____ Source material

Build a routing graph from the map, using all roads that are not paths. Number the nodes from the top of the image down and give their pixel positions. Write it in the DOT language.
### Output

________
____ Source material

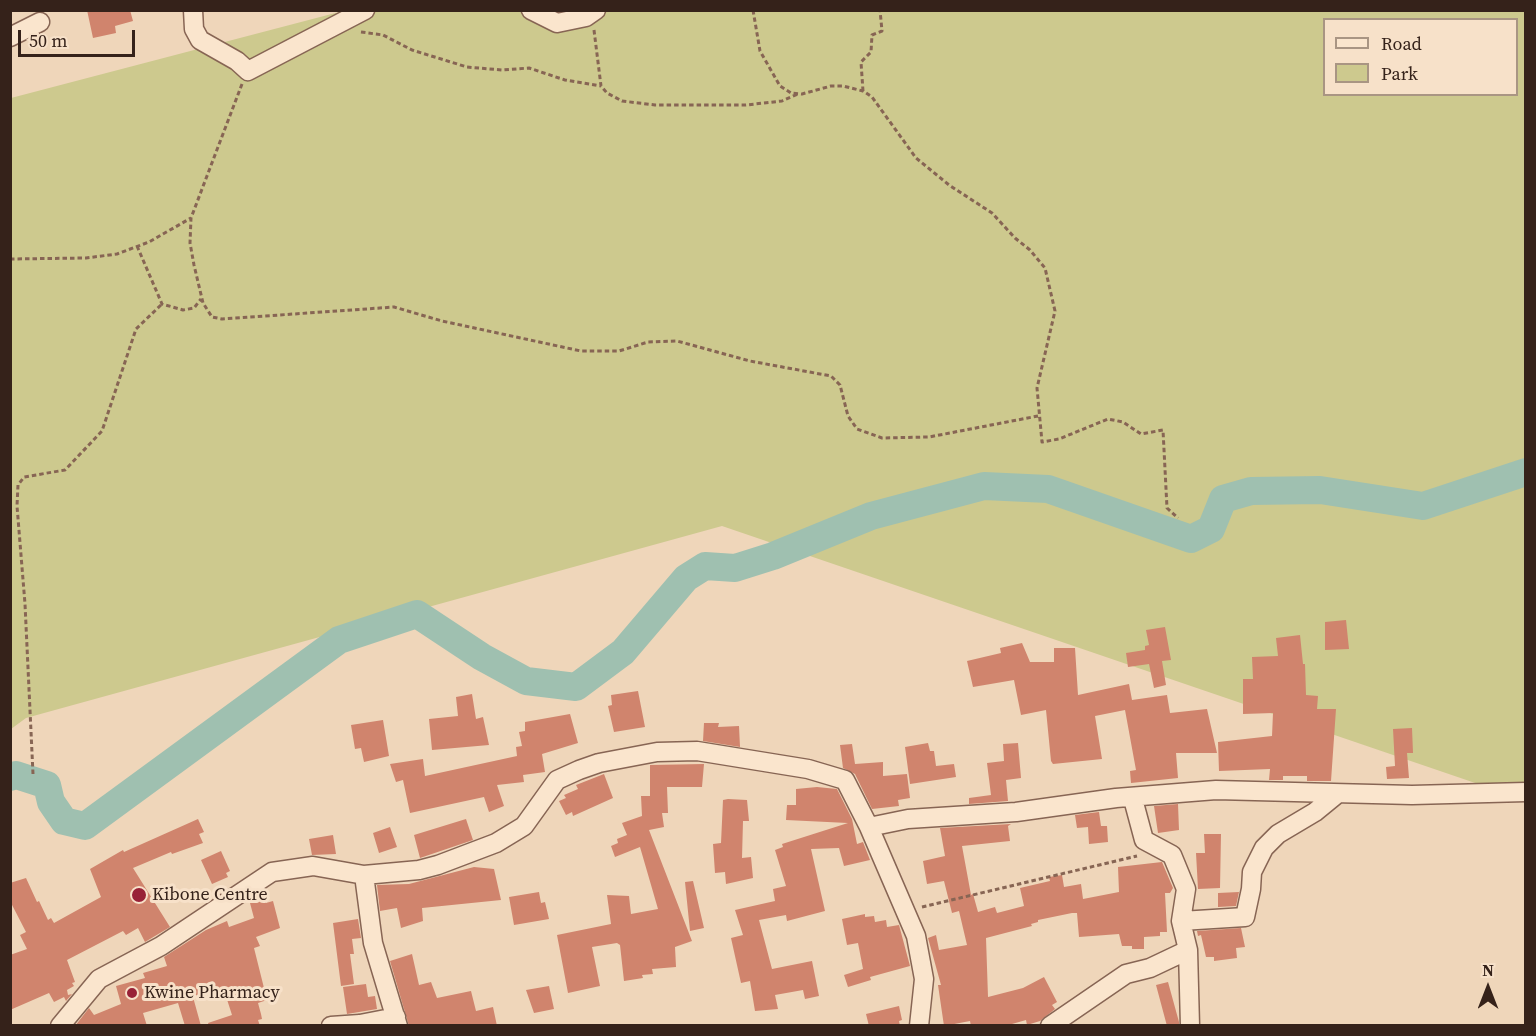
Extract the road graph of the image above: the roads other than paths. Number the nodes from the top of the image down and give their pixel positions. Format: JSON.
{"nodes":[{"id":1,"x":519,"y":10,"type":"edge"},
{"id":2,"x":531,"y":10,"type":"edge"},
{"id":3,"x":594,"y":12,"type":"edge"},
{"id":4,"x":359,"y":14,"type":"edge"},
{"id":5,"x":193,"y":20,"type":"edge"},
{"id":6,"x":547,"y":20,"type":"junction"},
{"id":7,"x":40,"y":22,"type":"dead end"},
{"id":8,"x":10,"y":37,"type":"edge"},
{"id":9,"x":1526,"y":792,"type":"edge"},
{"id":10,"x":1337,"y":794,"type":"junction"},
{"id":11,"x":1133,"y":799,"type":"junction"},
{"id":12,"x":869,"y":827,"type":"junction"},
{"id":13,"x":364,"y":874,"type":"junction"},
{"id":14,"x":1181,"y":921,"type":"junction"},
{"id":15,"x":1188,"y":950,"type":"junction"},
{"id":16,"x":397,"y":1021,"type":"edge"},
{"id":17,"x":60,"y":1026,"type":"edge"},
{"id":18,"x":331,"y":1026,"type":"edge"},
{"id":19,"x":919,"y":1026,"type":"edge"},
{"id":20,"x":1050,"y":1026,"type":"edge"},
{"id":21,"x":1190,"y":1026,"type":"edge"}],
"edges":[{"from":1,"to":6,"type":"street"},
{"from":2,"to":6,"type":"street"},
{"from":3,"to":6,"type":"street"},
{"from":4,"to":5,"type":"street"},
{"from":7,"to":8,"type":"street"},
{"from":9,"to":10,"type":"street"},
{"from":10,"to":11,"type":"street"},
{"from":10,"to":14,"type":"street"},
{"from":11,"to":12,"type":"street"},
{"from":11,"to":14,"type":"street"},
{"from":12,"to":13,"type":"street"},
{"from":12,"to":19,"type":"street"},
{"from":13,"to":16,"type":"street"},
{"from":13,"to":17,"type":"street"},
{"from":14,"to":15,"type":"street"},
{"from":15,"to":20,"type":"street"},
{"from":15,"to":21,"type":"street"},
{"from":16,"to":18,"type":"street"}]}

________
____ Source material

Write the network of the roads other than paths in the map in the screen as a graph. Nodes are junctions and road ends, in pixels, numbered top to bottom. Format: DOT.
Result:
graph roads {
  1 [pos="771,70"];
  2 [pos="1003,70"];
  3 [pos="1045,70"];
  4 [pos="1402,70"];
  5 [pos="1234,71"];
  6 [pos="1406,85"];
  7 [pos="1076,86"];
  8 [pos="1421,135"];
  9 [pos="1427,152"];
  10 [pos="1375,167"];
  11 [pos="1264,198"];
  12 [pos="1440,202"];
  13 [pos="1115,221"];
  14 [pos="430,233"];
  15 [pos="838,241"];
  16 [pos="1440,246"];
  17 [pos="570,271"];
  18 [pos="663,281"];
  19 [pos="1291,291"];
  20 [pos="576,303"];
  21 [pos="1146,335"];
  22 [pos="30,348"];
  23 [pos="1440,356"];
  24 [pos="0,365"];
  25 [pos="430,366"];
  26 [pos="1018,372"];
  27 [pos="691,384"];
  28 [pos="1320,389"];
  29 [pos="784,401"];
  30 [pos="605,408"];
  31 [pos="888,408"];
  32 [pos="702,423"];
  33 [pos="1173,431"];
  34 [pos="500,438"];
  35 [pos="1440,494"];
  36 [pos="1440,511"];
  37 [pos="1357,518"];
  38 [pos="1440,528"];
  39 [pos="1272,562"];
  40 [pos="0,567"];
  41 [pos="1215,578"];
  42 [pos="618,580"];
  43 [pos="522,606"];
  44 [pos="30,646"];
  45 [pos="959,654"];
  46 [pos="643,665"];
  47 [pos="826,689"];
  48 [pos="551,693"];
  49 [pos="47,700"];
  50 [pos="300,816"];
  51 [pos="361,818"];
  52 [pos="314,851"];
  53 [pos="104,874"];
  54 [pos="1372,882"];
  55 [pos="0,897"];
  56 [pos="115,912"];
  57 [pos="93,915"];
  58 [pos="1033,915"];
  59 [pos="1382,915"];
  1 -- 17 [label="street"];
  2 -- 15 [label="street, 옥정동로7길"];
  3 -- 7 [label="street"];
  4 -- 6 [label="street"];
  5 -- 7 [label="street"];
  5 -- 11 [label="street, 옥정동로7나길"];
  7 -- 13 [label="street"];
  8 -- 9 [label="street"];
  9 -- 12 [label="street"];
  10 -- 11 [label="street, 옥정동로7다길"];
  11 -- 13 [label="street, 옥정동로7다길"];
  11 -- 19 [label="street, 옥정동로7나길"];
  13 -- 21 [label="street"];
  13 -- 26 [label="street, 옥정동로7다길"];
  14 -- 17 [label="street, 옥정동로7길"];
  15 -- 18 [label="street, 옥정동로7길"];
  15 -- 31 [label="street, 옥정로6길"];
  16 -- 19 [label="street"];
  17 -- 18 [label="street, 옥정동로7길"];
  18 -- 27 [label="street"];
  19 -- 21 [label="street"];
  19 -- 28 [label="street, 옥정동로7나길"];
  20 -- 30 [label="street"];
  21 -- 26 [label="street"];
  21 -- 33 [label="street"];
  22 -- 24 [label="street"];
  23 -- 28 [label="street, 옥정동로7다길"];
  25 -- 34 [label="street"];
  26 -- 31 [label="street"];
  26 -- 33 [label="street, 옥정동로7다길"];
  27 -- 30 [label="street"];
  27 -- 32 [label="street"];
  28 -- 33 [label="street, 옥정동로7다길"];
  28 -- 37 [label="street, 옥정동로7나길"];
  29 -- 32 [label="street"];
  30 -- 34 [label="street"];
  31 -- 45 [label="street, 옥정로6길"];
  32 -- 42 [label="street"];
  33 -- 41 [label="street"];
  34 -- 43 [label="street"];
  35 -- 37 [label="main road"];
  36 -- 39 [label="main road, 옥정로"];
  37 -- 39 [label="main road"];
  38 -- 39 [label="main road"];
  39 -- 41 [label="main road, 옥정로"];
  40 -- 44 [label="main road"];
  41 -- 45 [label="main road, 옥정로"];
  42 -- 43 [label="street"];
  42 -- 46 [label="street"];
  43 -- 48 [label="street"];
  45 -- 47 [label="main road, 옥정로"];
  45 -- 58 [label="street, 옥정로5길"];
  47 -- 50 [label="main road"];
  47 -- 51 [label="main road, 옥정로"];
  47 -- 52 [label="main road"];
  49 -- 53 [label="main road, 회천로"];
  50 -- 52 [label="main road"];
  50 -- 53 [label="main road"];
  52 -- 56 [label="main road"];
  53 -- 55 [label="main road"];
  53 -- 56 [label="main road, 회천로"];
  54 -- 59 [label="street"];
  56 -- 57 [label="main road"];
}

________

### Exercise requirements
To answer, copy each line from the material above that has the word "Write".

### Expected answer
Build a routing graph from the map, using all roads that are not paths. Number the nodes from the top of the image down and give their pixel positions. Write it in the DOT language.
Write the network of the roads other than paths in the map in the screen as a graph. Nodes are junctions and road ends, in pixels, numbered top to bottom. Format: DOT.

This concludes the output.